Objective: To examine adiponectin, an adipocyte-secreted hormone with anti-inflammatory and insulin-sensitizing effects, in relation to race or gender in younger subjects.
Research methods and procedures: The relationship of adiponectin, quantitated by radioimmunoassay, to anthropometric and metabolic factors (fasting insulin, glucose, and leptin) and reproductive hormones was examined in 46 healthy African Americans (25 girls/21 boys) and 40 whites (20 girls/20 boys) ranging in age from 12 to 21 years.

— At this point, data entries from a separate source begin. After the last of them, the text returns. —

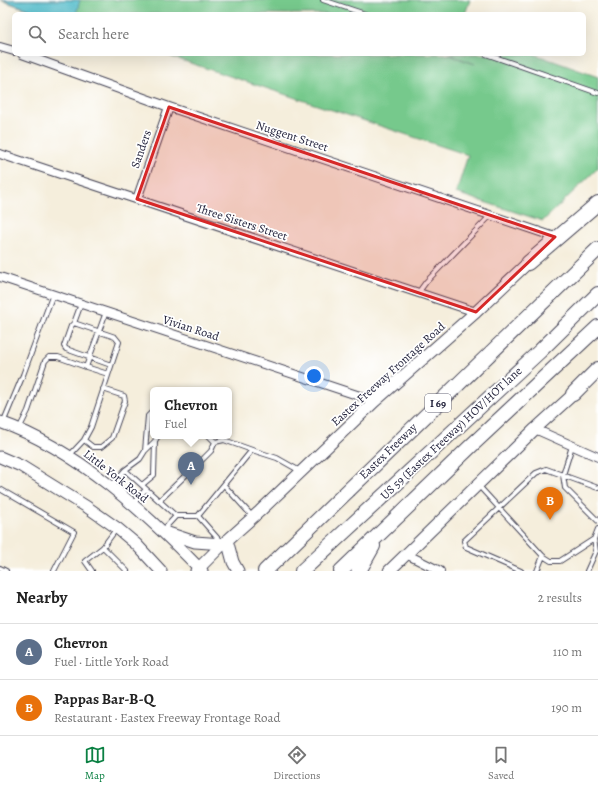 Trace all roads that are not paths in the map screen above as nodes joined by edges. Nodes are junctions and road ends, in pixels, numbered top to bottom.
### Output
1 (323, 0) edge
2 (359, 12) edge
3 (0, 47) edge
4 (12, 51) edge
5 (28, 56) edge
6 (492, 56) edge
7 (598, 93) edge
8 (168, 107) junction
9 (0, 154) edge
10 (598, 195) edge
11 (137, 200) junction
12 (598, 203) edge
13 (491, 215) junction
14 (555, 237) junction
15 (598, 248) edge
16 (528, 263) junction
17 (0, 277) edge
18 (418, 293) junction
19 (53, 294) junction
20 (598, 294) edge
21 (81, 303) junction
22 (106, 312) junction
23 (476, 312) junction
24 (74, 322) junction
25 (598, 327) edge
26 (99, 332) junction
27 (90, 358) junction
28 (111, 365) junction
29 (86, 367) junction
30 (598, 371) edge
31 (108, 374) junction
32 (103, 389) junction
33 (573, 394) joint
34 (375, 401) junction
35 (150, 414) edge
36 (1, 423) edge
37 (535, 429) junction
38 (19, 430) junction
39 (212, 439) edge
40 (222, 439) edge
41 (226, 439) edge
42 (84, 440) junction
43 (155, 441) joint
44 (215, 442) junction
45 (572, 446) junction
46 (252, 450) junction
47 (145, 451) junction
48 (0, 457) edge
49 (69, 457) junction
50 (598, 457) edge
51 (195, 467) dead end
52 (125, 470) junction
53 (190, 471) dead end
54 (301, 472) junction
55 (562, 475) junction
56 (478, 484) junction
57 (142, 485) junction
58 (224, 485) junction
59 (110, 487) junction
60 (598, 488) edge
61 (0, 489) edge
62 (146, 489) junction
63 (159, 501) junction
64 (133, 504) junction
65 (499, 508) junction
66 (176, 516) junction
67 (198, 516) junction
68 (253, 517) junction
69 (598, 521) edge
70 (117, 528) junction
71 (598, 530) edge
72 (162, 531) junction
73 (380, 534) junction
74 (594, 539) junction
75 (225, 542) junction
76 (103, 547) junction
77 (406, 554) junction
78 (543, 556) junction
79 (0, 568) edge
80 (199, 570) edge
81 (6, 571) edge
82 (54, 571) edge
83 (92, 571) edge
84 (127, 571) edge
85 (161, 571) edge
86 (238, 571) edge
87 (265, 571) edge
88 (302, 571) edge
89 (341, 571) edge
90 (359, 571) edge
91 (390, 571) edge
92 (440, 571) edge
93 (521, 571) edge
94 (537, 571) edge
95 (587, 571) edge

1 - 2 lane
3 - 4 street
5 - 8 street, Nuggent Street
6 - 7 lane
8 - 11 street, Sanders
8 - 13 street, Nuggent Street
9 - 11 street, Three Sisters Street
10 - 14 main road, Eastex Freeway Frontage Road
11 - 18 street, Three Sisters Street
12 - 16 highway
13 - 14 street, Nuggent Street
13 - 18 lane
14 - 16 main road, Eastex Freeway Frontage Road
15 - 87 highway, Eastex Freeway / I 69
16 - 23 main road, Eastex Freeway Frontage Road
17 - 19 street, Vivian Road
18 - 23 street, Three Sisters Street
19 - 21 street, Vivian Road
19 - 36 lane
20 - 88 highway, US 59 (Eastex Freeway) HOV/HOT lane / I 69
21 - 22 street, Vivian Road
21 - 24 lane
22 - 26 lane
22 - 34 street, Vivian Road
23 - 34 main road, Eastex Freeway Frontage Road
24 - 26 lane
24 - 27 lane
25 - 73 highway
26 - 27 lane
26 - 28 lane
27 - 28 lane
27 - 29 lane
28 - 31 lane
29 - 31 lane
29 - 38 lane
30 - 33 highway
31 - 32 lane
32 - 42 lane
32 - 42 lane
33 - 37 main road
34 - 54 main road, Eastex Freeway Frontage Road
35 - 47 lane
36 - 38 main road, Little York Road
37 - 45 street
37 - 56 main road
38 - 49 main road, Little York Road
39 - 44 lane
40 - 44 lane
41 - 46 lane
42 - 49 lane
43 - 47 lane
43 - 57 lane
44 - 51 lane
45 - 50 street
45 - 55 lane
46 - 54 lane
46 - 58 lane
47 - 52 lane
48 - 70 main road
49 - 59 main road, Little York Road
52 - 57 lane
52 - 59 lane
53 - 63 lane
54 - 68 main road, Eastex Freeway Frontage Road
55 - 60 lane
55 - 65 lane
55 - 69 lane
56 - 65 lane
56 - 77 main road
57 - 62 lane
58 - 67 lane
58 - 68 lane
59 - 64 main road, Little York Road
61 - 82 lane
62 - 63 lane
62 - 64 lane
63 - 66 lane
64 - 72 main road, Little York Road
65 - 78 lane
65 - 93 lane
66 - 67 lane
66 - 72 lane
67 - 75 lane
68 - 75 main road, Eastex Freeway Frontage Road
70 - 76 lane
70 - 85 main road
71 - 74 lane
72 - 75 main road
72 - 80 main road, Little York Road
73 - 89 highway
73 - 90 highway
74 - 78 lane
74 - 95 lane
75 - 80 main road, Eastex Freeway Frontage Road
75 - 86 main road
76 - 83 lane
76 - 84 lane
77 - 91 main road
77 - 92 street
78 - 94 lane
79 - 81 lane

Results: There was no statistical difference in BMI or in BMI percentile among the four groups. Sums of skinfolds, but not skinfold percentile, were significantly lower in boys than girls (p = 0.001 and p = 0.896, respectively), whereas there was no difference between racial groups. Leptin was significantly greater in girls (p = 0.0002). There was no difference in fasting serum glucose, insulin, or homeostasis model assessment score among any of the groups. There was a significant negative univariate relationship between serum adiponectin and both BMI and BMI percentile for the entire group (p = 0.006 and p = 0.005). In a multivariate model, BMI percentile (p = 0.005) and the interaction between race and gender (p = 0.026) were significant predictors of serum adiponectin. In this model, African-American boys had the lowest serum adiponectin level, 37% less than white boys, who had the highest adiponectin levels.
Discussion: Serum adiponectin levels are reduced in young obese subjects (African Americans and whites) and are lower in African-American boys than white boys. A lower adiponectin level in African-American boys may predispose this group to a greater risk of diabetes and cardiovascular disease.